The ability to obtain an interaction profile allows for the diagnosis of a disease state, for example by comparison of the profile present in a sample with the correlated with a specific disease state, wherein a similarity in profile indicates a particular disease state.

Accordingly, aspects of the disclosed methods relate to diagnosing a disease state based on interaction profile correlated with a disease state, for example cancer, or an infection, such as a viral or bacterial infection. It is understood that a diagnosis of a disease state could be made for any organism, including without limitation plants, and animals, such as humans.

Aspects of the present disclosure relate to the correlation of an environmental stress or state with an interaction profile, for example a whole organism, or a sample, such as a sample of cells, for example a culture of cells, can be exposed to an environmental stress, such as but not limited to heat shock, osmolarity, hypoxia, cold, oxidative stress, radiation, starvation, a chemical (for example a therapeutic agent or potential therapeutic agent) and the like. After the stress is applied, a representative sample can be subjected to analysis, for example at various time points, and compared to a control, such as a sample from an organism or cell, for example a cell from an organism, or a standard value.
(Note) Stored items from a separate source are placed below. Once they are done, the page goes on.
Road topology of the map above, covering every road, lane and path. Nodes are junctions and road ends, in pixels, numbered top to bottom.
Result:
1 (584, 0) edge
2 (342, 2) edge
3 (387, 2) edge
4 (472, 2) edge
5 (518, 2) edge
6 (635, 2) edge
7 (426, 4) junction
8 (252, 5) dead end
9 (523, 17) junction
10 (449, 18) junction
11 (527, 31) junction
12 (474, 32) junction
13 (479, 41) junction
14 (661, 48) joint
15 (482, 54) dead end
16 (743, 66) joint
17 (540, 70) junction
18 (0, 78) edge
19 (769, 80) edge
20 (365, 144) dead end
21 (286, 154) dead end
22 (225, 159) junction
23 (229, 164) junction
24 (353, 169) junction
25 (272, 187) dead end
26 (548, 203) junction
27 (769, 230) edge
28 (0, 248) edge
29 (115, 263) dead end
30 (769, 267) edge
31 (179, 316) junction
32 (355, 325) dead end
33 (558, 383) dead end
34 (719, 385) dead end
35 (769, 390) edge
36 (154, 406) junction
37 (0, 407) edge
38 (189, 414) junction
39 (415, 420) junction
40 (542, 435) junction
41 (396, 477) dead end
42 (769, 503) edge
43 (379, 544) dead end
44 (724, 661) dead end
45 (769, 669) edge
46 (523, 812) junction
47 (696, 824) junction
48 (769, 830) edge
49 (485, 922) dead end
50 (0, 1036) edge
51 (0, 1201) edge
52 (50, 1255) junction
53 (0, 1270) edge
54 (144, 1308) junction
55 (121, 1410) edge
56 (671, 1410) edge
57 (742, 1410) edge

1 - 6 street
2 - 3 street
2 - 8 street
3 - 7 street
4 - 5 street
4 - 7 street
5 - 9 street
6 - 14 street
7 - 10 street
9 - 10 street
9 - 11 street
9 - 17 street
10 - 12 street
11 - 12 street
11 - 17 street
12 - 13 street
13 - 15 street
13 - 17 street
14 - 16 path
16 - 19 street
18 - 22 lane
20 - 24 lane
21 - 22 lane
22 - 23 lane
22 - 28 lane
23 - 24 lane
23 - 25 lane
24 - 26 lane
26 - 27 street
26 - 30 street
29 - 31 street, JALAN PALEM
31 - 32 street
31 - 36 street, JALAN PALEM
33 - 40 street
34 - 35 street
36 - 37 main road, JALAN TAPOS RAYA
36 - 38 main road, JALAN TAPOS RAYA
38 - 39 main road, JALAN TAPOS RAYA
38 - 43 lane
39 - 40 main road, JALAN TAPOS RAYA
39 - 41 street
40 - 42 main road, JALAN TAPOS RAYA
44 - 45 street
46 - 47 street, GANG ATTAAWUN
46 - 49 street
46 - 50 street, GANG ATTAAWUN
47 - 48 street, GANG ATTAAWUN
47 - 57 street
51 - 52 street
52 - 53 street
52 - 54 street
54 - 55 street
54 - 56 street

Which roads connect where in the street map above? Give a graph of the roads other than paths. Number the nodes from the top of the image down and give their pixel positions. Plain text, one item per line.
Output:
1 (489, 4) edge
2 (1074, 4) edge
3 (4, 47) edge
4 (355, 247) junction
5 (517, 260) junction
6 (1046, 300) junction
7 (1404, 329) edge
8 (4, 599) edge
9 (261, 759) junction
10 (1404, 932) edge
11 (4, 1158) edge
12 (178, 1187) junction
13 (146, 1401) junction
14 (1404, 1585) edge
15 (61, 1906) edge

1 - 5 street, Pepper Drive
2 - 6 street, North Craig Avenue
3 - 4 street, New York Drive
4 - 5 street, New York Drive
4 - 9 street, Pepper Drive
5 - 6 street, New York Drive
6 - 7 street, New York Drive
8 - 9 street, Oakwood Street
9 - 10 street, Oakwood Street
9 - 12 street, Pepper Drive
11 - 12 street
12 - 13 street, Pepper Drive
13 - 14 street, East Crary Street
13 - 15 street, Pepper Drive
In some embodiments, the disclosed methods can be used to screen chemical libraries for agents that modulate interaction profiles, for example that alter the interaction profile from an abnormal one, for example correlated to a disease state to one indicative of a disease free state. By exposing cells, or fractions thereof (such as nuclear extract), tissues, or even whole animals, to different members of the chemical libraries, and performing the methods described herein, different members of a chemical library can be screened for their effect on interaction profiles simultaneously in a relatively short amount of time, for example using a high throughput method.

In some embodiments, screening of test agents involves testing a combinatorial library containing a large number of potential modulator compounds. A combinatorial chemical library may be a collection of diverse chemical compounds generated by either chemical synthesis or biological synthesis, by combining a number of chemical “building blocks” such as reagents. For example, a linear combinatorial chemical library, such as a polypeptide library, is formed by combining a set of chemical building blocks (amino acids) in every possible way for a given compound length (for example the number of amino acids in a polypeptide compound). Millions of chemical compounds can be synthesized through such combinatorial mixing of chemical building blocks.

Appropriate agents can be contained in libraries, for example, synthetic or natural compounds in a combinatorial library. Numerous libraries are commercially available or can be readily produced; means for random and directed synthesis of a wide variety of organic compounds and biomolecules, including expression of randomized oligonucleotides, such as antisense oligonucleotides and oligopeptides, also are known. Alternatively, libraries of natural compounds in the form of bacterial, fungal, plant and animal extracts are available or can be readily produced. Additionally, natural or synthetically produced libraries and compounds are readily modified through conventional chemical, physical and biochemical means, and may be used to produce combinatorial libraries. Such libraries are useful for the screening of a large number of different compounds.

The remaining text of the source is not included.